[THE RECORDS Boundary: Start]
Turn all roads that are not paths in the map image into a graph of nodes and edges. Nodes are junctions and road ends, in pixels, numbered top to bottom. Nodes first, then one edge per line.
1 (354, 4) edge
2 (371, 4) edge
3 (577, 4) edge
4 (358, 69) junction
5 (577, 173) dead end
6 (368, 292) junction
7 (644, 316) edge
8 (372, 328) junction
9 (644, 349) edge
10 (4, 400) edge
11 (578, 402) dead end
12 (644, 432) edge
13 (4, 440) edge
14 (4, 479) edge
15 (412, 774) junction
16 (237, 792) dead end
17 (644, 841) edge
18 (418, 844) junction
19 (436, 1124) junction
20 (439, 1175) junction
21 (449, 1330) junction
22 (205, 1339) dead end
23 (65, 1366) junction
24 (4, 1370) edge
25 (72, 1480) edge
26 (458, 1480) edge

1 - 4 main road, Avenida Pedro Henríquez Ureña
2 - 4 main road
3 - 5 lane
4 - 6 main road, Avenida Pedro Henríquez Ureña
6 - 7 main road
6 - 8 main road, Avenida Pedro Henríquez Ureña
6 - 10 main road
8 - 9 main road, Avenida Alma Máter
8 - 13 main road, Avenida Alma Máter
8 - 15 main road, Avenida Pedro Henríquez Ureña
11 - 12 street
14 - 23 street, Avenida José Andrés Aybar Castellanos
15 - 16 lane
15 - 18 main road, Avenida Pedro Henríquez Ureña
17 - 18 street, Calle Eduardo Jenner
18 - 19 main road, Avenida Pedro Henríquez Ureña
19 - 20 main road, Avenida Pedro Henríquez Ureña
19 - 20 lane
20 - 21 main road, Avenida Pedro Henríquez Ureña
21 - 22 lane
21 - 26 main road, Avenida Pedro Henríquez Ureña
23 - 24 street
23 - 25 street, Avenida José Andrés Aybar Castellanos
[THE RECORDS Boundary: End]
WORK ORDER
An exact copy of all the records is what is needed here.

EXERCISE OUTPUT
Turn all roads that are not paths in the map image into a graph of nodes and edges. Nodes are junctions and road ends, in pixels, numbered top to bottom. Nodes first, then one edge per line.
1 (354, 4) edge
2 (371, 4) edge
3 (577, 4) edge
4 (358, 69) junction
5 (577, 173) dead end
6 (368, 292) junction
7 (644, 316) edge
8 (372, 328) junction
9 (644, 349) edge
10 (4, 400) edge
11 (578, 402) dead end
12 (644, 432) edge
13 (4, 440) edge
14 (4, 479) edge
15 (412, 774) junction
16 (237, 792) dead end
17 (644, 841) edge
18 (418, 844) junction
19 (436, 1124) junction
20 (439, 1175) junction
21 (449, 1330) junction
22 (205, 1339) dead end
23 (65, 1366) junction
24 (4, 1370) edge
25 (72, 1480) edge
26 (458, 1480) edge

1 - 4 main road, Avenida Pedro Henríquez Ureña
2 - 4 main road
3 - 5 lane
4 - 6 main road, Avenida Pedro Henríquez Ureña
6 - 7 main road
6 - 8 main road, Avenida Pedro Henríquez Ureña
6 - 10 main road
8 - 9 main road, Avenida Alma Máter
8 - 13 main road, Avenida Alma Máter
8 - 15 main road, Avenida Pedro Henríquez Ureña
11 - 12 street
14 - 23 street, Avenida José Andrés Aybar Castellanos
15 - 16 lane
15 - 18 main road, Avenida Pedro Henríquez Ureña
17 - 18 street, Calle Eduardo Jenner
18 - 19 main road, Avenida Pedro Henríquez Ureña
19 - 20 main road, Avenida Pedro Henríquez Ureña
19 - 20 lane
20 - 21 main road, Avenida Pedro Henríquez Ureña
21 - 22 lane
21 - 26 main road, Avenida Pedro Henríquez Ureña
23 - 24 street
23 - 25 street, Avenida José Andrés Aybar Castellanos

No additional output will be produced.